Is there anyone whom you couldn’t portray in a extremely negative light by choosing, say, five anecdotes from two lifetimes — three of them reported anonymously?
And neither of them can respond. “There are two sides to every story,” is a truism from kindergarten, but the way events have unfolded, we’re only getting one side of each tale, and the tales are accumulating and solidifying into a reputation, a kind of pseudo-truth that will mestatisize in the vacuum of the real truth. Which is none of our business anyway.
You can think about this:
At some point, you will die. Maybe you’ll die before your time, in a sensational fashion. At whatever point, your life will become a story, but it won’t be your story, it’ll be the story that your survivors will try to piece together. If you happen to be prominent, or if your death is determined to be sexy, the media will assist with this process, whether they have a right to or not.

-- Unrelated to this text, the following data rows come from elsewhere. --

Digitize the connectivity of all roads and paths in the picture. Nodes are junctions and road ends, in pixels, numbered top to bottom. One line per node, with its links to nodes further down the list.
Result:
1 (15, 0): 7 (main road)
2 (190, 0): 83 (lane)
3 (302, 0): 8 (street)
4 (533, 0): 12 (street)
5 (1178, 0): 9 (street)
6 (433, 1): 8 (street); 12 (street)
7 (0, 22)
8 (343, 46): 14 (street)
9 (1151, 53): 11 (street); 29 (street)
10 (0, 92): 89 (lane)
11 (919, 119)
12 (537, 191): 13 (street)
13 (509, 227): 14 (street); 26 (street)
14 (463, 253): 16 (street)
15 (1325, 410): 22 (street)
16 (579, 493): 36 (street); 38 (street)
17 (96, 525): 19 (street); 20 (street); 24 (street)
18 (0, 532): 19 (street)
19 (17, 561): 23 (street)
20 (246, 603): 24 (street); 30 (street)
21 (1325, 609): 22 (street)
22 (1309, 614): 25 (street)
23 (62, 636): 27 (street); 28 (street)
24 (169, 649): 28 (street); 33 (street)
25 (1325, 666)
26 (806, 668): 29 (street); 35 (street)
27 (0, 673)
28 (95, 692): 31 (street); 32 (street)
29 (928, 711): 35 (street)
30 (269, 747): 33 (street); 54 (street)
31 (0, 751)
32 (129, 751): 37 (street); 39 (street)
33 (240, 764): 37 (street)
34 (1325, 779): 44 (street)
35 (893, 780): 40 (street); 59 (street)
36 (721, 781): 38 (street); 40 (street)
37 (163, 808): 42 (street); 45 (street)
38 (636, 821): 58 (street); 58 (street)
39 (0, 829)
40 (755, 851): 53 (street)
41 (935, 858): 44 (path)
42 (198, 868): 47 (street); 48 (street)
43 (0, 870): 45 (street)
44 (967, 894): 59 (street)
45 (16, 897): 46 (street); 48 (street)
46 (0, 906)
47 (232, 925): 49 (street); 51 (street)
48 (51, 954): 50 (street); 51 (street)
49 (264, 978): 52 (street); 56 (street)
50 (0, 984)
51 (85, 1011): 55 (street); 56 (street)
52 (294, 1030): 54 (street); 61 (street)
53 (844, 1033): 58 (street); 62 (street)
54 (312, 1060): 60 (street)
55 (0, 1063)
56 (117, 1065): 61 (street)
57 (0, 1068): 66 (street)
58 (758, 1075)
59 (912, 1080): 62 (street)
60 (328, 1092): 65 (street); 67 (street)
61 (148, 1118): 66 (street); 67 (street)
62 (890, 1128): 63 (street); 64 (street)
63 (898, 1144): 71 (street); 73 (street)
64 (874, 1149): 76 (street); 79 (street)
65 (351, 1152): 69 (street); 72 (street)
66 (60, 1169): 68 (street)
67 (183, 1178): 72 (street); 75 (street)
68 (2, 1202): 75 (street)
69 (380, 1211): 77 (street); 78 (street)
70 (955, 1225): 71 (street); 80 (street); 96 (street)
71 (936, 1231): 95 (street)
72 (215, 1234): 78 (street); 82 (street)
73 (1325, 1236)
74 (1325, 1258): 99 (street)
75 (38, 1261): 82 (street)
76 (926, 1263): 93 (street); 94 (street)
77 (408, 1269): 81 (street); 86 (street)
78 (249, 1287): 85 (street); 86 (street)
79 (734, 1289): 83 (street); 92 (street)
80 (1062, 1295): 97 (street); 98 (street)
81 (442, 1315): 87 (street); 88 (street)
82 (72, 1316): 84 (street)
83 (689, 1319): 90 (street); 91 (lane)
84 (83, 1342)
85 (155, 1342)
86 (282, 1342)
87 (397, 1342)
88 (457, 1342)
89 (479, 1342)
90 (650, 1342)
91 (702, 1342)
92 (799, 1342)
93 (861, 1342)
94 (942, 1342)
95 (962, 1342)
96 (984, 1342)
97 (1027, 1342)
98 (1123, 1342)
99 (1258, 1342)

Everything you ever said or did that anyone remembers or can document will float to the surface, like old bobbins released from under a rock. They will all appear to have the same weight — the good, the bad, the funny, the weird, the selfish, the selfless; something you did for ten minutes, something you did for ten years. All of it floating on the surface, waiting for others to find patterns in it, patterns more revelatory of their own minds than of yours.
Ron Rosenbaum, a good writer with an interesting blog is obviously fascinated by Duncan/Blake, and has begun some kind of investigative study. Compared with Lee, Coe and Segal, however, Rosenbaum is relatively modest in his claims to understand anything based on these fragments — yet.

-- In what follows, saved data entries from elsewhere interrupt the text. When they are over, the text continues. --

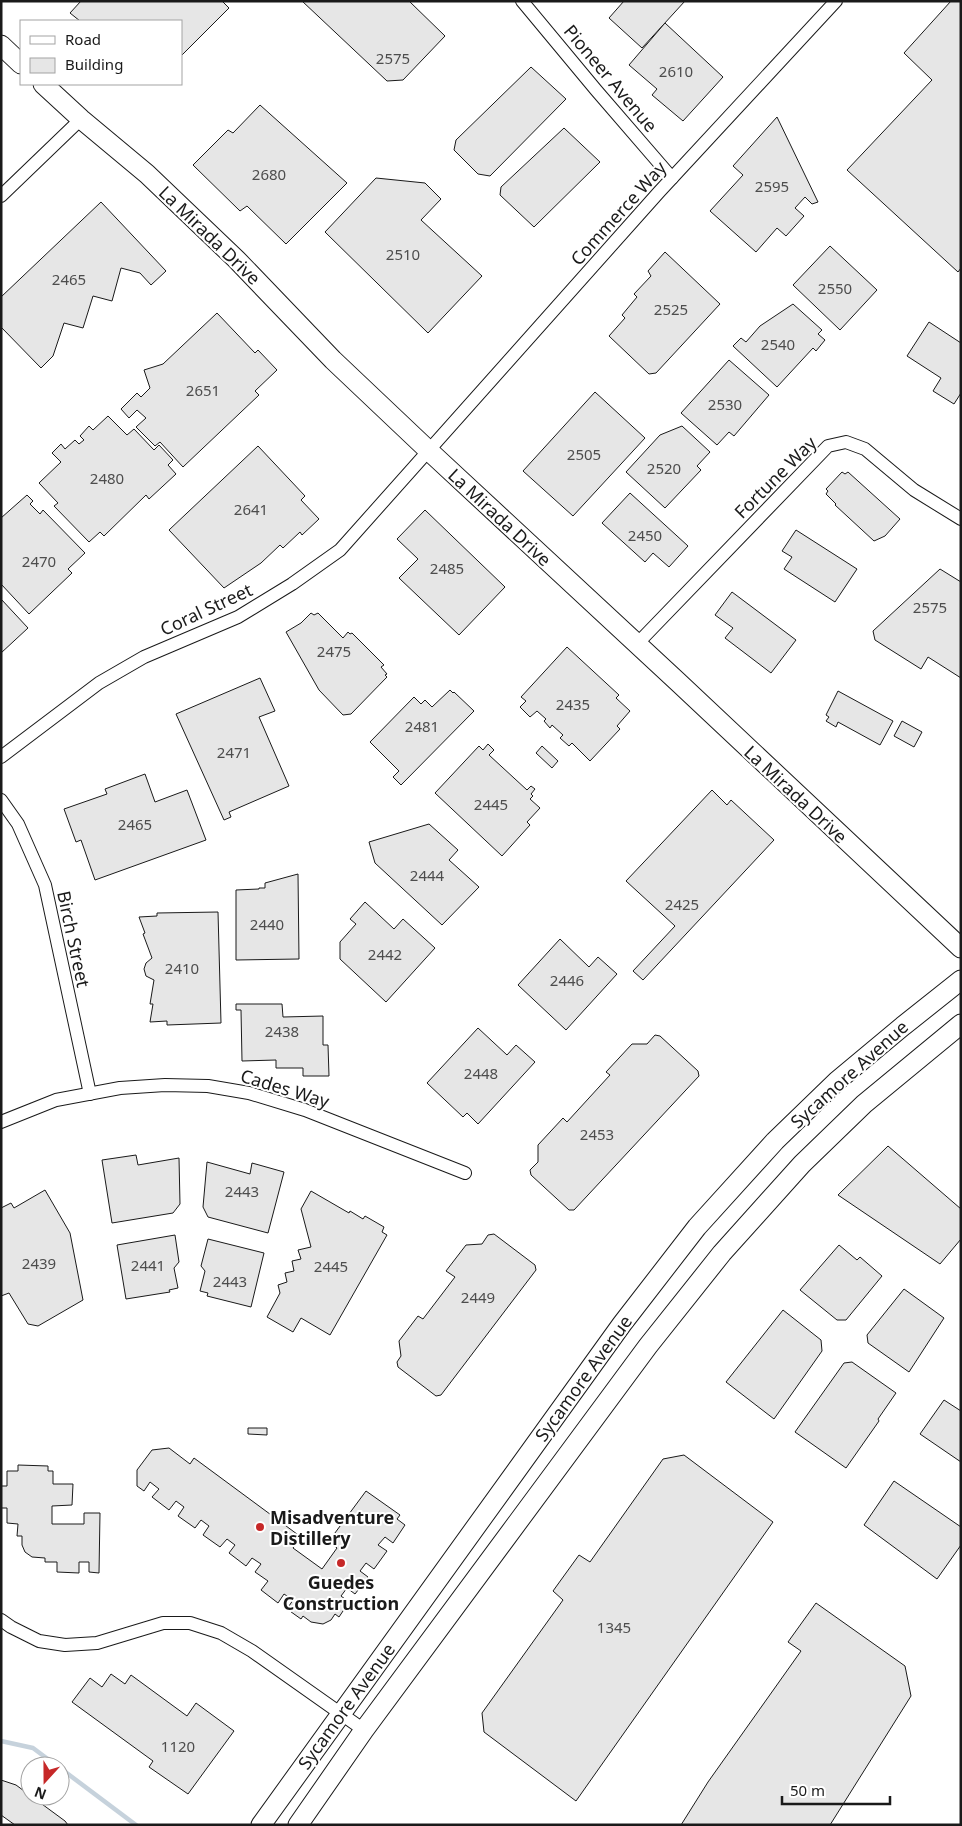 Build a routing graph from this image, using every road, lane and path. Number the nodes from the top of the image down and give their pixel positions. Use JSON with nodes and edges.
{"nodes":[{"id":1,"x":522,"y":1,"type":"edge"},
{"id":2,"x":836,"y":1,"type":"edge"},
{"id":3,"x":1,"y":45,"type":"edge"},
{"id":4,"x":20,"y":63,"type":"edge"},
{"id":5,"x":44,"y":85,"type":"edge"},
{"id":6,"x":81,"y":119,"type":"junction"},
{"id":7,"x":672,"y":178,"type":"junction"},
{"id":8,"x":1,"y":196,"type":"edge"},
{"id":9,"x":428,"y":450,"type":"junction"},
{"id":10,"x":961,"y":519,"type":"edge"},
{"id":11,"x":637,"y":644,"type":"junction"},
{"id":12,"x":1,"y":757,"type":"edge"},
{"id":13,"x":1,"y":800,"type":"edge"},
{"id":14,"x":961,"y":948,"type":"edge"},
{"id":15,"x":961,"y":980,"type":"edge"},
{"id":16,"x":961,"y":1024,"type":"edge"},
{"id":17,"x":90,"y":1094,"type":"junction"},
{"id":18,"x":1,"y":1122,"type":"edge"},
{"id":19,"x":465,"y":1173,"type":"dead end"},
{"id":20,"x":1,"y":1620,"type":"edge"},
{"id":21,"x":340,"y":1714,"type":"junction"},
{"id":22,"x":364,"y":1730,"type":"junction"},
{"id":23,"x":262,"y":1825,"type":"edge"},
{"id":24,"x":298,"y":1825,"type":"edge"}],
"edges":[{"from":1,"to":7,"type":"street","name":"Pioneer Avenue"},
{"from":2,"to":7,"type":"street","name":"Commerce Way"},
{"from":3,"to":4,"type":"main road"},
{"from":5,"to":6,"type":"main road","name":"La Mirada Drive"},
{"from":6,"to":8,"type":"street"},
{"from":6,"to":9,"type":"main road","name":"La Mirada Drive"},
{"from":7,"to":9,"type":"street","name":"Commerce Way"},
{"from":9,"to":11,"type":"main road","name":"La Mirada Drive"},
{"from":9,"to":12,"type":"street","name":"Coral Street"},
{"from":10,"to":11,"type":"street","name":"Fortune Way"},
{"from":11,"to":14,"type":"main road","name":"La Mirada Drive"},
{"from":13,"to":17,"type":"street","name":"Birch Street"},
{"from":15,"to":21,"type":"main road","name":"Sycamore Avenue"},
{"from":16,"to":22,"type":"main road","name":"Sycamore Avenue"},
{"from":17,"to":18,"type":"street","name":"Cades Way"},
{"from":17,"to":19,"type":"street","name":"Cades Way"},
{"from":20,"to":21,"type":"street"},
{"from":21,"to":22,"type":"street"},
{"from":21,"to":23,"type":"main road","name":"Sycamore Avenue"},
{"from":22,"to":24,"type":"main road","name":"Sycamore Avenue"}]}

Unlike Coe and Lee, Rosenbaum lets his readers comment. I think this commenter, Mike Payne, is reacting to all the news coverage of his friends, but takes it out on Rosenbaum because he provides an outlet:
Theresa’s blog was read around the world,in her wake she is praised for her dynamic personality and intelligence-one webblog event submits that this is all ARG, a game-Theresa would be flattered,certainly capable of masterminding such a concept.The fact is her real life is as hyperdynamic as it reads.
The people who discount Theresa and Jeremy’s claims-who needs the CIA and CoS (Church of Scientology) with friends like them.You tell people the real shit going down in your life and they degrade you,how many times do I get to read GLenn O’Brien’s disregard of Theresa’s concerns as improbable-he never said this to her face-otherwise his word would for sure not be the last post on Staircase.I bet the emails you ‘ve read would confirm this in terms of how T & J react to feeling betrayed.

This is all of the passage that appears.